• _TASK GOAL_: Go line by line through the entries and show those that hold the string "main".
----------
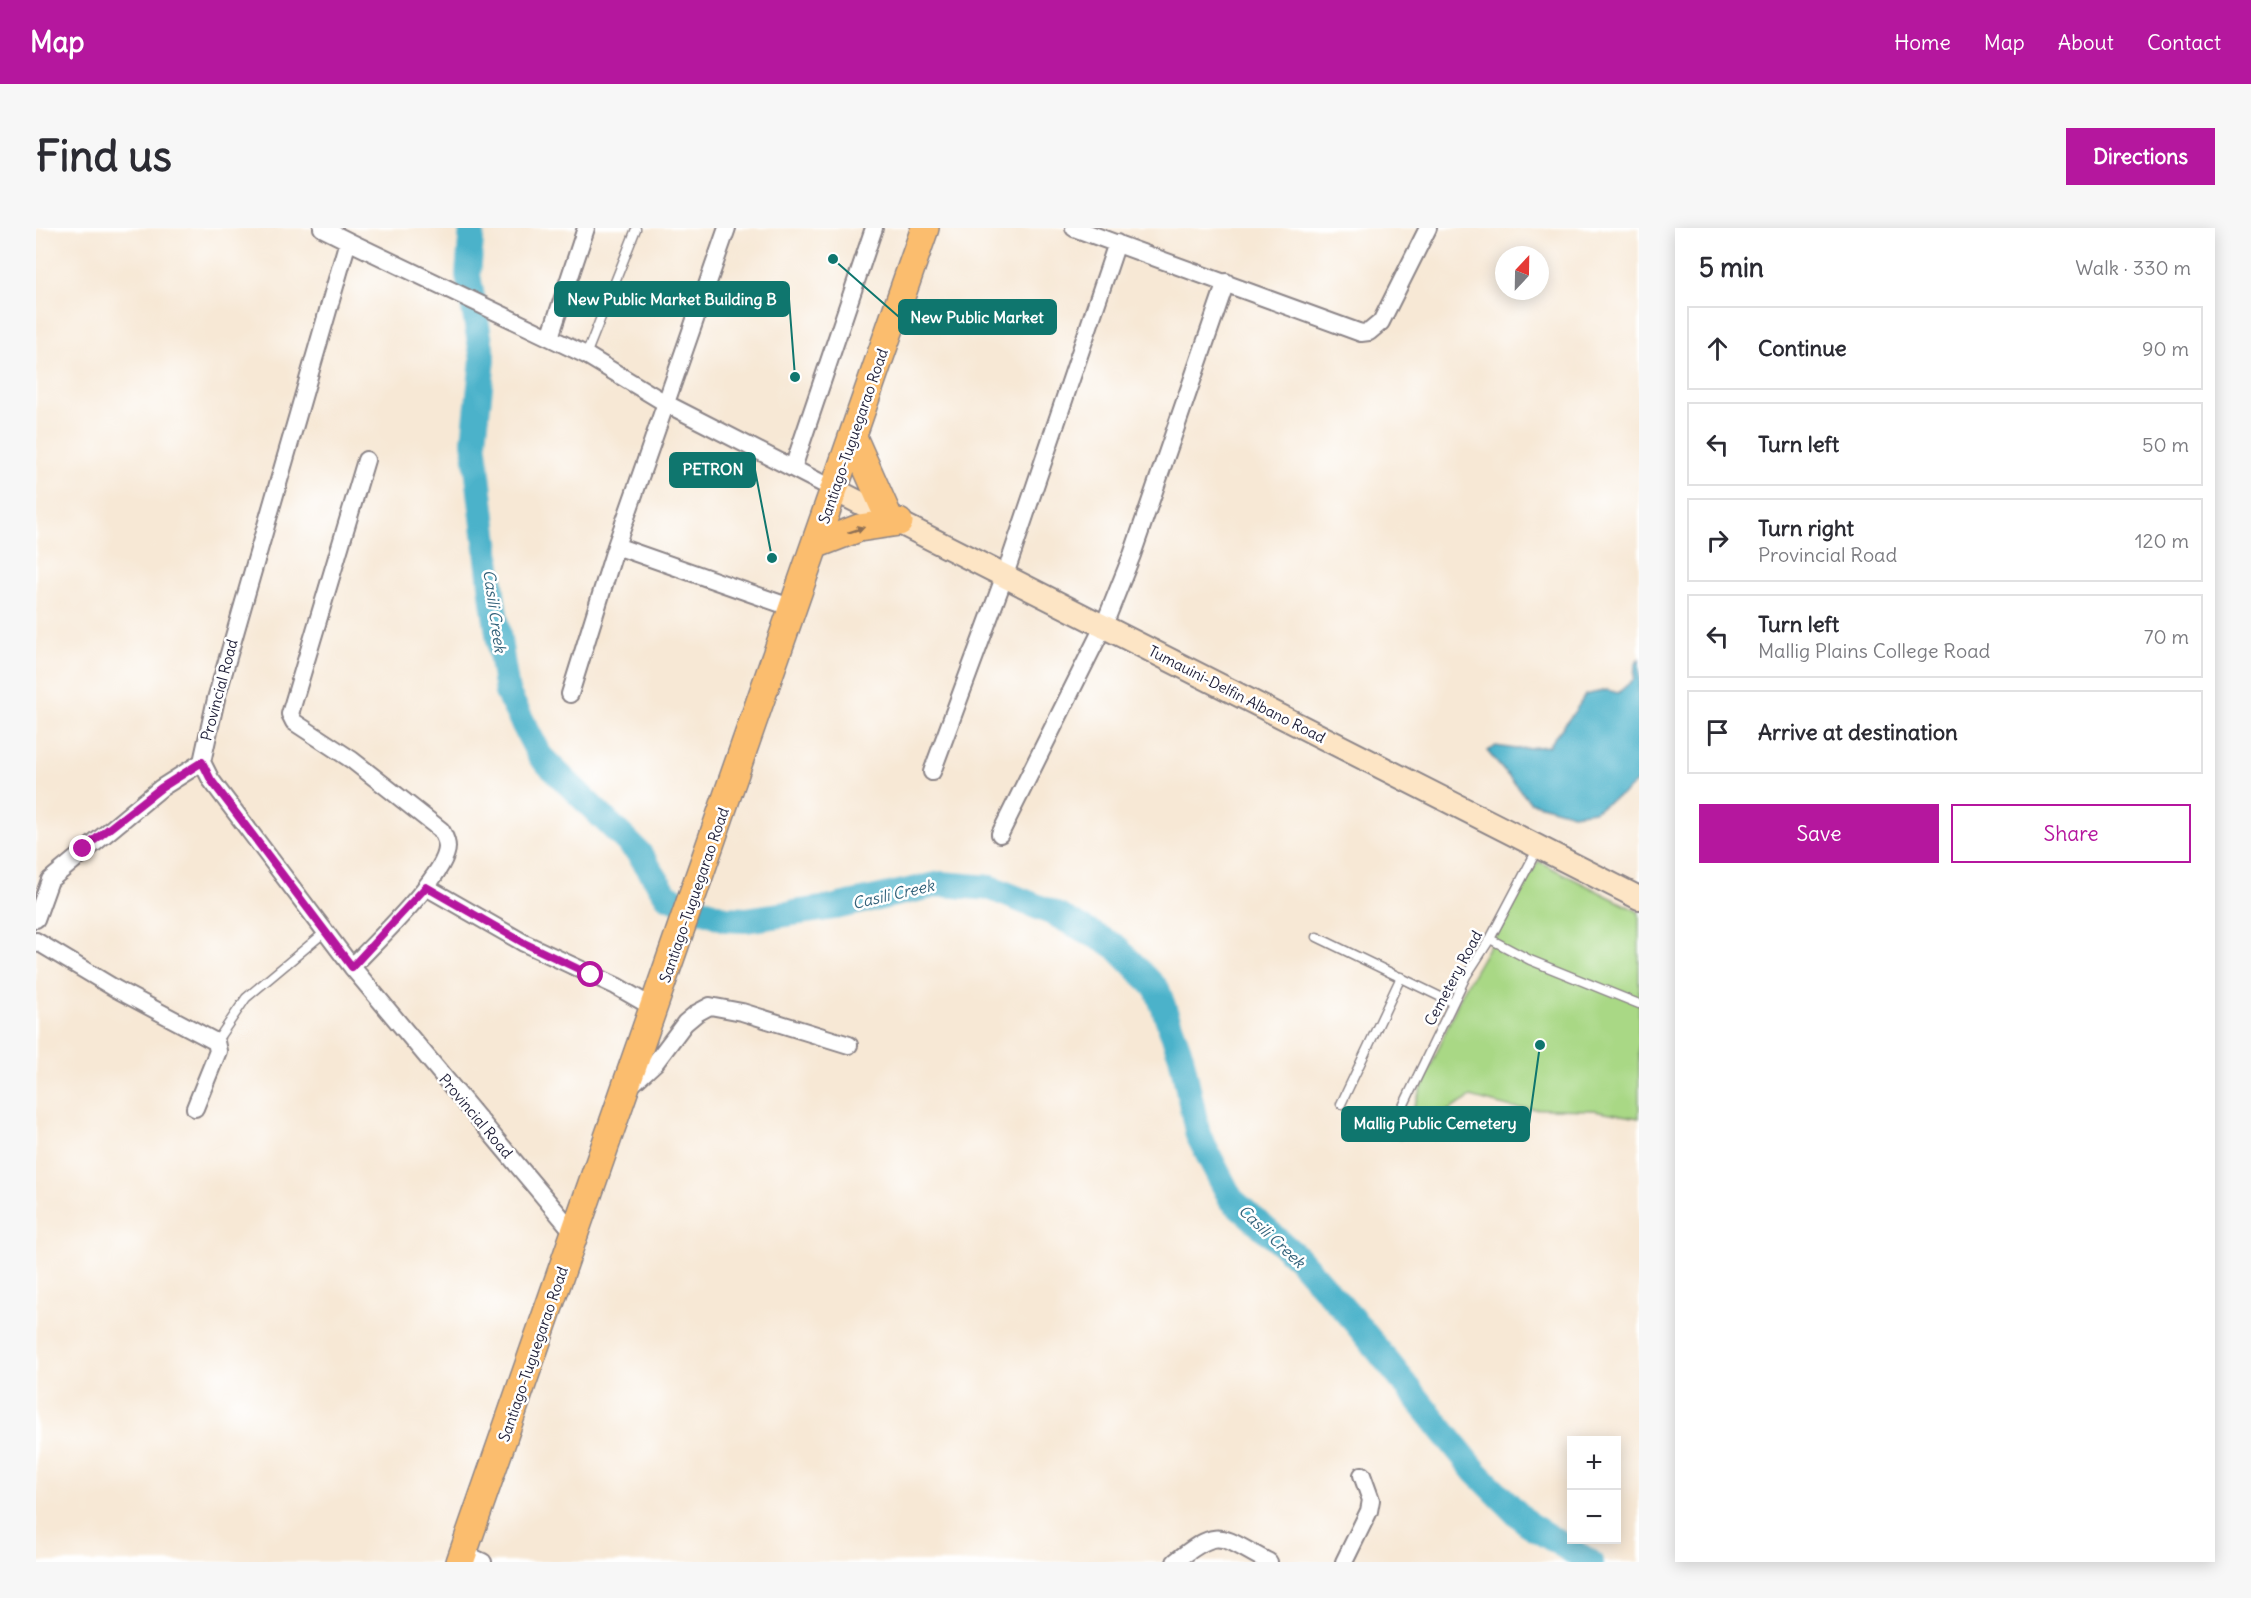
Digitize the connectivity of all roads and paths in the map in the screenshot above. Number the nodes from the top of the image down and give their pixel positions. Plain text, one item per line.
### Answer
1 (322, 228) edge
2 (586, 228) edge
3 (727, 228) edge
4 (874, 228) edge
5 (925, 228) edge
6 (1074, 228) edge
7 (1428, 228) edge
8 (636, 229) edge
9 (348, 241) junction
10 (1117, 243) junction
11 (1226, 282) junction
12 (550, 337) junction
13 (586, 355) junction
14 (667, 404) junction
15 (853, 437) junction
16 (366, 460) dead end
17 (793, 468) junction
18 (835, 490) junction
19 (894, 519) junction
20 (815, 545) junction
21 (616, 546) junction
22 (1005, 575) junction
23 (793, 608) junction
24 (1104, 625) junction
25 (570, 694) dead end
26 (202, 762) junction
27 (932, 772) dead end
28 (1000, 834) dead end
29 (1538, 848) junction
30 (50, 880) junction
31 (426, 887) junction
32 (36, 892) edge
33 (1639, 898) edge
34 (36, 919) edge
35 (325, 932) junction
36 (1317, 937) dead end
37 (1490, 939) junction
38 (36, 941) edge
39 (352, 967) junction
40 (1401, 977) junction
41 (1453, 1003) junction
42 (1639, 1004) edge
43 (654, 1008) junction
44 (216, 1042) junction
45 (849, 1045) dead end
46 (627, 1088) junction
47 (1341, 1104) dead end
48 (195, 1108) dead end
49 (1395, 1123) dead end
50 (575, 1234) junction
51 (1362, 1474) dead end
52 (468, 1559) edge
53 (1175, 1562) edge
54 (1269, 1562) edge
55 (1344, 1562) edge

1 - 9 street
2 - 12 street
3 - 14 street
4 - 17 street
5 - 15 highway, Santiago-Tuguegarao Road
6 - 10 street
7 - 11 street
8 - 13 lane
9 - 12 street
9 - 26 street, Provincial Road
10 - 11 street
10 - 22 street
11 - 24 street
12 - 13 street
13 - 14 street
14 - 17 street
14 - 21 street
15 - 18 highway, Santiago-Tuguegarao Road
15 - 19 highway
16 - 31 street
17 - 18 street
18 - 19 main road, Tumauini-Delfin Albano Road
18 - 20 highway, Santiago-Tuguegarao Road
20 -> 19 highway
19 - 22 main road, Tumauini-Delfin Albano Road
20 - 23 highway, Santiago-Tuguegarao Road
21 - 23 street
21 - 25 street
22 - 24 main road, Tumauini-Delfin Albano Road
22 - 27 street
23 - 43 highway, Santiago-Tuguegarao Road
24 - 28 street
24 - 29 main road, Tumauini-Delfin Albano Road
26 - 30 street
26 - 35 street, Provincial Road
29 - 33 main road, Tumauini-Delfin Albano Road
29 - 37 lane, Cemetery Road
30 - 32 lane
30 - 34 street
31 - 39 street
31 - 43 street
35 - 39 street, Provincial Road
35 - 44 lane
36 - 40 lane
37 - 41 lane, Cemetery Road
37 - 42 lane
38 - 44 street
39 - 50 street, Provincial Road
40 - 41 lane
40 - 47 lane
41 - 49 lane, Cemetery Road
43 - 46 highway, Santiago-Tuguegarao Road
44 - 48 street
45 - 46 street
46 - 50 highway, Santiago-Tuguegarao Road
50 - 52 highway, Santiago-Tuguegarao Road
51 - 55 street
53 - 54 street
----------
• _THE COMPLETED TASK_:
18 - 19 main road, Tumauini-Delfin Albano Road
19 - 22 main road, Tumauini-Delfin Albano Road
22 - 24 main road, Tumauini-Delfin Albano Road
24 - 29 main road, Tumauini-Delfin Albano Road
29 - 33 main road, Tumauini-Delfin Albano Road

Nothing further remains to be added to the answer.